La
lâcheté, qu'il ne faut pas confondre avec la poltronnerie - réflexe passager de
la peur qu'ébranle l'imprévu - est non seulement un manque naturel de courage,
mais souvent une pusillanimité de parti-pris. « La peur tient à l'imagination,
la lâcheté au caractère » dit Joubert. C'est par instinct seulement ou par
tempérament que le poltron se dérobe au péril ; le lâche s'y soustrait par
calcul.

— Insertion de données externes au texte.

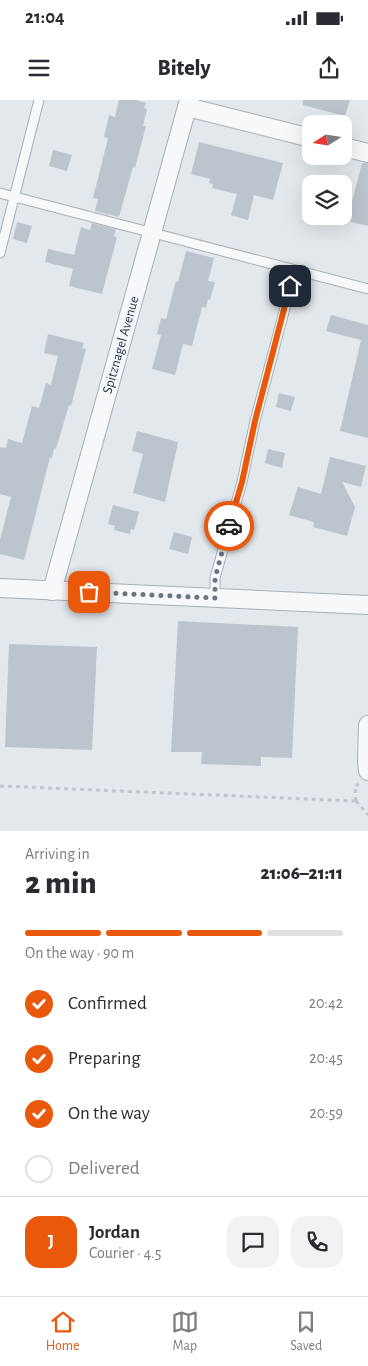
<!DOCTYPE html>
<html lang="en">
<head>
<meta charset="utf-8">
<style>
	:root { --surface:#fff; --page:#f2f2f3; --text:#2b2b33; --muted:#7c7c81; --line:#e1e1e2; --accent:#ea580c }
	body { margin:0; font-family:"Alegreya Sans",sans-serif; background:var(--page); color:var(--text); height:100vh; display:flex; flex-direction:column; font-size:19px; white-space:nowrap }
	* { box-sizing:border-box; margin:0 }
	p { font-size:16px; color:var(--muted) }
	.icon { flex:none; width:28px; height:28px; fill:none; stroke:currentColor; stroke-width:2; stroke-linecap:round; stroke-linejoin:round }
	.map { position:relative; height:731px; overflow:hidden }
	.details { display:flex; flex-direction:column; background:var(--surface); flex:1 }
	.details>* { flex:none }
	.needle { width:32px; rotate:258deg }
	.tools { position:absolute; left:302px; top:15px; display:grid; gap:10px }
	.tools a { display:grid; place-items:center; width:50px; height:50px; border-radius:10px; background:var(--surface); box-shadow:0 5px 20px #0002; font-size:25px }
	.pin { position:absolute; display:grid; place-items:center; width:42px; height:42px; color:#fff; margin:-21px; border-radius:10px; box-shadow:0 2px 8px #0006 }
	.courier { position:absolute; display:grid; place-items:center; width:50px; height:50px; margin:-25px; border:4px solid #ea580c; border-radius:50%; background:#fff; color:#222; box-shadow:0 1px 6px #0007 }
	.summary em { font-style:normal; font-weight:800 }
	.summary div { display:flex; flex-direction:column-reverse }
	.summary { display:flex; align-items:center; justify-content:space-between; height:85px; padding:0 25px }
	h1 { font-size:32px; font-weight:800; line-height:38px }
	.bar { display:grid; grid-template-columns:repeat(4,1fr); gap:8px 5px; align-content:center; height:60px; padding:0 25px }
	.bar i { height:6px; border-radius:4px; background:var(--line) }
	.bar .on { background:var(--accent) }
	.bar p { grid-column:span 4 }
	.line { display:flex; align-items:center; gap:12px; padding:0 25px; border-top:1px solid var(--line) }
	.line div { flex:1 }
	.round { display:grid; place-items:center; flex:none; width:52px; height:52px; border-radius:15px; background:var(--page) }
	ol { padding:0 25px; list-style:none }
	li { display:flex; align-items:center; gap:15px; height:55px }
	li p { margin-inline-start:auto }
	li .icon { padding:5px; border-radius:50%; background:var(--accent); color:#fff; stroke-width:4 }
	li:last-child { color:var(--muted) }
	li i { width:28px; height:28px; border:2px solid var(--line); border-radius:50% }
	.status { display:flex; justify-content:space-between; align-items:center; height:35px; padding:0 25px; background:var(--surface); direction:ltr }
	.status svg { height:14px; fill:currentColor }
	header { display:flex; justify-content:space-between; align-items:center; height:65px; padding:0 25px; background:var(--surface); font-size:22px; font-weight:800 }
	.tabs { display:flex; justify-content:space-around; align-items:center; height:70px; border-top:1px solid var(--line); background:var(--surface); font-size:14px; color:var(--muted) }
	.tabs a { display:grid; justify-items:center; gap:2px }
	.tabs .on { color:var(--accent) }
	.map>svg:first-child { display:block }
</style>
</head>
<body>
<div class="status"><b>21:04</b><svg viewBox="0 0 49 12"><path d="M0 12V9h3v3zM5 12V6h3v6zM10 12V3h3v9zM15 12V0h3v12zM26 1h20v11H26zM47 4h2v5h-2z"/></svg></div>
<header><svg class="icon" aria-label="menu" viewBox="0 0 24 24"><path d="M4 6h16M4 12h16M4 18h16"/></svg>Bitely<svg class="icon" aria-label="share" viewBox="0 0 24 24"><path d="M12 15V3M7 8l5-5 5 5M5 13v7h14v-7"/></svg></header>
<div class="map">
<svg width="368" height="731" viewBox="0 0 368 731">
	<rect width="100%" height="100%" fill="#e3e8ec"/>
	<g fill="#bcc4cd">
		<polygon points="119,0 136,0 146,3 144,8 147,9 143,26 146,26 135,68 133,67 119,117 95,111 98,99 93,98 108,38 104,37 109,15 115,17"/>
		<polygon points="303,0 350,0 345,16 303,5"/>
		<polygon points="199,42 283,63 273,100 254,95 248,120 231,115 237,94 212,88 213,84 209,83 210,79 191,74"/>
		<polygon points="53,50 72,55 67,71 49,66"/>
		<polygon points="362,63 368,63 368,126 347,121"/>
		<polygon points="17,122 32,126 27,143 13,139"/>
		<polygon points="92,123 116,129 114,136 117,137 102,194 69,186 73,169 45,162 48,149 74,155 81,127 90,130"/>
		<polygon points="186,151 214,158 208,181 215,182 210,200 208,199 206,208 202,207 192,246 183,244 175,275 152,269 161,235 157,234 161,218 166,219 176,181 178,182"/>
		<polygon points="331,215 368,225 368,338 340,331 361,240 326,231"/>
		<polygon points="48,234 84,243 82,248 86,249 71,306 69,305 56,349 54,348 52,358 50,357 24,460 0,454 0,440 11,397 0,394 0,347 6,348 8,339 22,343 32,306 39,308 46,283 51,285 58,256 44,253"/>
		<polygon points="279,293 295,297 291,311 276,307"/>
		<polygon points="137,331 178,342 165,402 133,393 143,354 132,351"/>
		<polygon points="268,349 285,353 282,368 265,363"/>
		<polygon points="330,357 366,366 361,387 342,382 355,407 347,436 313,427 314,422 289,415 298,387 321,394"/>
		<polygon points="113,405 139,412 134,430 131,429 130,434 114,430 115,426 108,424"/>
		<polygon points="174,432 192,437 188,454 169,449"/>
		<polygon points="178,521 298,527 292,658 261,657 261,666 201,664 202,652 171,652"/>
		<polygon points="9,544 97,547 92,650 5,647"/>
	</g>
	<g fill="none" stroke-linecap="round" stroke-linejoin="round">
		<defs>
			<g id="lane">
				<path d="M0 93C123 124 245 158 368 189"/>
				<polyline points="0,153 39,0"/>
				<polyline points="215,498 215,478 242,382 255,321 295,170"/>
			</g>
			<g id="street">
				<polyline points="187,7 311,38"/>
				<polyline points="344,47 368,53"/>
				<polyline points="0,488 368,505"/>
				<polyline points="52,491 189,0"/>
				<polyline points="368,625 367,662 368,671"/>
			</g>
		</defs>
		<use href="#lane" stroke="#a7afb7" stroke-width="11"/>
		<use href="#street" stroke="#a7afb7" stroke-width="20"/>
		<g stroke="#c0c6cb" stroke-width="3" stroke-dasharray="4 4" stroke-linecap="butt">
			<polyline points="0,686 356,701"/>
			<polyline points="356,701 355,686 359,684"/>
			<polyline points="356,701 368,715"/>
		</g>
		<use href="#lane" stroke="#f6f8fa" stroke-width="9"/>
		<use href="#street" stroke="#f6f8fa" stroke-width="18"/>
	</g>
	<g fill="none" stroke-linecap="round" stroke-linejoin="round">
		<polyline stroke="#697581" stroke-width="5" stroke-dasharray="0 9" points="89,492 215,498 215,478 229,426"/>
		<polyline stroke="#ea580c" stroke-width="6" points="229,426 242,382 255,321 290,186"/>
	</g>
	<g text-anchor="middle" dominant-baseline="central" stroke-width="4" stroke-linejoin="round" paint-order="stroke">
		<g font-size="14" fill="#283747" stroke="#f3f6f9">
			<text transform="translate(121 245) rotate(-74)">Spitznagel Avenue</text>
		</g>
	</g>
</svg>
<div class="tools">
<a><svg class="needle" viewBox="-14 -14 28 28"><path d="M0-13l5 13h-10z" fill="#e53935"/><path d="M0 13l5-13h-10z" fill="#7c7c81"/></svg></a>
<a><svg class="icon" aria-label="layers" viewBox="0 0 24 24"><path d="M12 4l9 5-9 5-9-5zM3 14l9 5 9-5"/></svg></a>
</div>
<div class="pin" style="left:89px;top:492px;background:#ea580c"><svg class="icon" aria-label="bag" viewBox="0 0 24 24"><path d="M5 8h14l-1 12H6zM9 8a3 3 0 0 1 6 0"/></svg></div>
<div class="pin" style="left:290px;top:186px;background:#1f2937"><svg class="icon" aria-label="home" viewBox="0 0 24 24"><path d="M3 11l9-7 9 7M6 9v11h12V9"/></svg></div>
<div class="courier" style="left:229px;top:426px"><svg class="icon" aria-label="car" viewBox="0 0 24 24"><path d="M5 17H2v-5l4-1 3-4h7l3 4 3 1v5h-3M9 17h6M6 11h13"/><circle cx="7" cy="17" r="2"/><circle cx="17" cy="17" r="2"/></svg></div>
</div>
<section class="details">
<div class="summary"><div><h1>2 min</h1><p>Arriving in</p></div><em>21:06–21:11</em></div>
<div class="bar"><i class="on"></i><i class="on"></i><i class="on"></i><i></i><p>On the way · 90 m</p></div>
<ol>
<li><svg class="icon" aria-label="check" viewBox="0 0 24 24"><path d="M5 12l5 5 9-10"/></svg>Confirmed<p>20:42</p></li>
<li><svg class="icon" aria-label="check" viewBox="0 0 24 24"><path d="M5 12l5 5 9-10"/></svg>Preparing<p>20:45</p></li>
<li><svg class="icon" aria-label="check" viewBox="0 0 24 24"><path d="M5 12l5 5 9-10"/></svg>On the way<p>20:59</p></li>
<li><i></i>Delivered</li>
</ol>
<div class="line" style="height:90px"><b class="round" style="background:var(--accent);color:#fff">J</b><div><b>Jordan</b><p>Courier · 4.5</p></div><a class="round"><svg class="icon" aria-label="chat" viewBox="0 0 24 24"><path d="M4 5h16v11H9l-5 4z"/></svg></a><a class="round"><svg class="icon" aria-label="phone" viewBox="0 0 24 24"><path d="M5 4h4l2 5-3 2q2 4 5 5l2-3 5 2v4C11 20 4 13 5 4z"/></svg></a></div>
</section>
<nav class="tabs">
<a class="on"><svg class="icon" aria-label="home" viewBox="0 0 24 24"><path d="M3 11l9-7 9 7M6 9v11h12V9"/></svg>Home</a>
<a><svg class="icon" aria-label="map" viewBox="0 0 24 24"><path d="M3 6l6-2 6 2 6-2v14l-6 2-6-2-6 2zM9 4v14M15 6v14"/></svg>Map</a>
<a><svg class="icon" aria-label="saved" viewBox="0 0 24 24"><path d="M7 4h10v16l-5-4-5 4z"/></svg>Saved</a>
</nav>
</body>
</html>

Alors qu'à certaines défaillances physiques vont l'excuse de la
spontanéité et le bénéfice de la franchise, il y a dans la lâcheté une
préméditation et une méthode - un système pourrait-on dire - qui révèlent à la
fois les tares et les dangers du vice. Plus encore que la lâcheté qui est
effacement d'excessive prudence, retraite voulue en face de dangers redoutés,
est avilissante et constitue un amoindrissement de la personnalité, cette
lâcheté active - certains ne reculent pas devant une infamie pour réussir,
rampent pour atteindre à la fortune, se prosternent devant les grands quitte à
se venger sur les humbles des bassesses que leur esprit d'intrigue ou leur
servilisme leur fait commettre. Pire que la lâcheté du pauvre (que son
ignorance, le défaut de cohésion avec ses pareils, le préjugé d'une sorte de
fatalité de sa condition amènent à un acquiescement permanent à des formes
manifestement iniques) est ce souple abandon, habile et circonstancié, de
l'arriviste, de l'avide ou du dominateur qui supputent les avantages de leur
servilité provisoire et monnaient par avance leur abaissement. Généralement,
couardise physique et lâcheté morale vont de pair. Elles enveloppent et
pénètrent l'individualité, lui impriment le sceau du renoncement, l'écartent
des actions viriles par lesquelles l'homme, au prix de souffrances souvent, se
redresse et s'affirme. Dans l'atmosphère de la moralité courante, distante par
tant de points de la moralité théorique, officielle, il flotte, en dépit d'une
absolution de fait qui est une adhésion cynique à tout ce qui revêt les
apparences de la force et se couvre des attributs du succès, une sorte de
réprobation séculaire, un mépris latent pour la lâcheté. Parmi les humains qui
admettent la situation de fait du parvenu et pressent la main de celui qui
s'est traîné jusqu'au pinacle par ses abdications, ceuxlà en qui toute dignité
n'est pas obnubilée par les altérations d'un régime d'appétits, ressentent en
sa présence le malaise qu'on éprouve au contact de la fourberie et le souvenir
- indélébile - de déchéances échelonnées sur le parcours. Rares d'ailleurs sont
les lâches qui revendiquent crûment la légitimité de leurs procédés et
plastronnent avec ostentation de gloire, poussent le cynisme jusqu' à revêtir
le manteau de Nessus de leurs trahisons... « C'est une lâcheté que de trahir un
parent, un ami, un bienfaiteur. Partout et toujours, c'est une lâcheté de faire
ce que la raison condamne » (Senancour). Que de trahir quiconque, devrait-on
dire, et de faire ce que réprouve le sentiment averti de justice, que de
faillir à la loyauté. Plus odieuse si possible est la lâcheté qui s'abrite
derrière l'anonymat pour atteindre ses visées. Sur la voie aux scrupules
piétinés, n'est-il pas comme obligé que, dans un cortège renforcé de toutes les
connivences, la cruauté aussi accompagne, en complice, la lâcheté? « Les lâches
sont cruels » soulignait Voltaire... La lâcheté est un mal endémique qu'ont
connu tous les temps et sur une échelle trop vaste : « Je ne trouve partout que
lâche flatterie Qu'injustice, intérêt, trahison, fourberie » (Molière). Les
peuples, comme les individus, ont donné le spectacle de lâchetés séculaires.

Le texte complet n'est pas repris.